Cash + primary healthcare
Only 2 studies were identified that evaluated provision of cash and primary healthcare services (e.g., growth monitoring, preventive health services, or medical treatment for illness). Both were quasi-experimental studies that examined Brazil’s independent scale-ups of the CCT, Bolsa Família Program (BFP), and primary healthcare, Family Health Program (FHP), which provided care from community health workers to doctors. Although the programmes were each scaled up separately (an alignment design), the findings from both studies demonstrate the interdependence of the 2 programmes in achieving success in reducing post-neonatal infant [33] and child [34] mortality rates (both measured as deaths per 1,000 live births). Both study equations showed that BFP and FHP each had statistically significant, independent effects in reducing mortality rates. Guanais [33] also included a statistically significant interaction term for the 2 programmes, indicating that there is also an interdependence of the 2 programmes in further reducing infant mortality. For example, in a municipality with coverage rates for BFP and FHP at 25% and 0%, respectively, the predicted mortality rate was 5.24 deaths/1,000 live births as opposed to coverage of 60% and 100% having a rate of 1.38 death/1,000 live births [33]. Combining cash and primary healthcare had the greatest impact in the highest poverty regions, and this is especially important given the high inequality rate in Brazil [33]. The models indicate that the impact of FHP is higher at higher coverage levels of BFP, thus highlighting the need to scale up the demand-side and supply-side interventions in concert [33].

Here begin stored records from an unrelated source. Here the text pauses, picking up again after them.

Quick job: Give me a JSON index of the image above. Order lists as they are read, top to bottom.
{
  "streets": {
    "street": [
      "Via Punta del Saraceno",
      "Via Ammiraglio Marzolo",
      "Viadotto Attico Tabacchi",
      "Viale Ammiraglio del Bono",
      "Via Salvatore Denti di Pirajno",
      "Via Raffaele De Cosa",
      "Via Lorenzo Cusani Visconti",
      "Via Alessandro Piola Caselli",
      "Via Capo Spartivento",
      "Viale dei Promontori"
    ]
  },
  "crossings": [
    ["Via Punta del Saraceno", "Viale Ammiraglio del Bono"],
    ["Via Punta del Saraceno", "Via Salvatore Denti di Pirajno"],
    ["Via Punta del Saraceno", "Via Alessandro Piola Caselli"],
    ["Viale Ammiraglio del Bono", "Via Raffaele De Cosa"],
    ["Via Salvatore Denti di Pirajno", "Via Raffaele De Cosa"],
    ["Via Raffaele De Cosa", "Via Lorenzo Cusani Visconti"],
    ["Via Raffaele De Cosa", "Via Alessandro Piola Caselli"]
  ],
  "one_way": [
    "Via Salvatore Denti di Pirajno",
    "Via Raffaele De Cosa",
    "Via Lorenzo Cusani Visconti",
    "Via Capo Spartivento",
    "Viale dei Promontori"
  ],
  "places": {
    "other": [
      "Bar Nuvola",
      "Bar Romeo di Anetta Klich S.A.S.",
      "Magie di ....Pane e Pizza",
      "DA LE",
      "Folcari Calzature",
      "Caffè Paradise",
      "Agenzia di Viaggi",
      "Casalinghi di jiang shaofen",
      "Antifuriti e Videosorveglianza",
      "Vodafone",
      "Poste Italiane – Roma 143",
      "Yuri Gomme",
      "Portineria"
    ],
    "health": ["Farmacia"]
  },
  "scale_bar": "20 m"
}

Cash + psychosocial stimulation
Seven studies, representing 4 unique programmes, evaluate the impacts of cash-plus programming on measures of child development. One programme used group-based social and BCC methods of which child psychosocial development is one of many topics covered [47], one used group-based parenting support [39,42], and 2 programmes exclusively used a home visit model [36,38,43,51].
Studies employed a variety of child development measures, of which 3 included specific subscales or scale measures of cognitive development. After standardising the measures, meta-analysis findings (Fig 6) suggest that these Cash + Psychosocial Stimulation programmes may not be more effective than cash transfers alone in promoting overall cognitive development (d = 0.16 (−0.25, 0.57), p = 0.24, I2 = 85% (47, 100)), although there is substantial heterogeneity among the studies.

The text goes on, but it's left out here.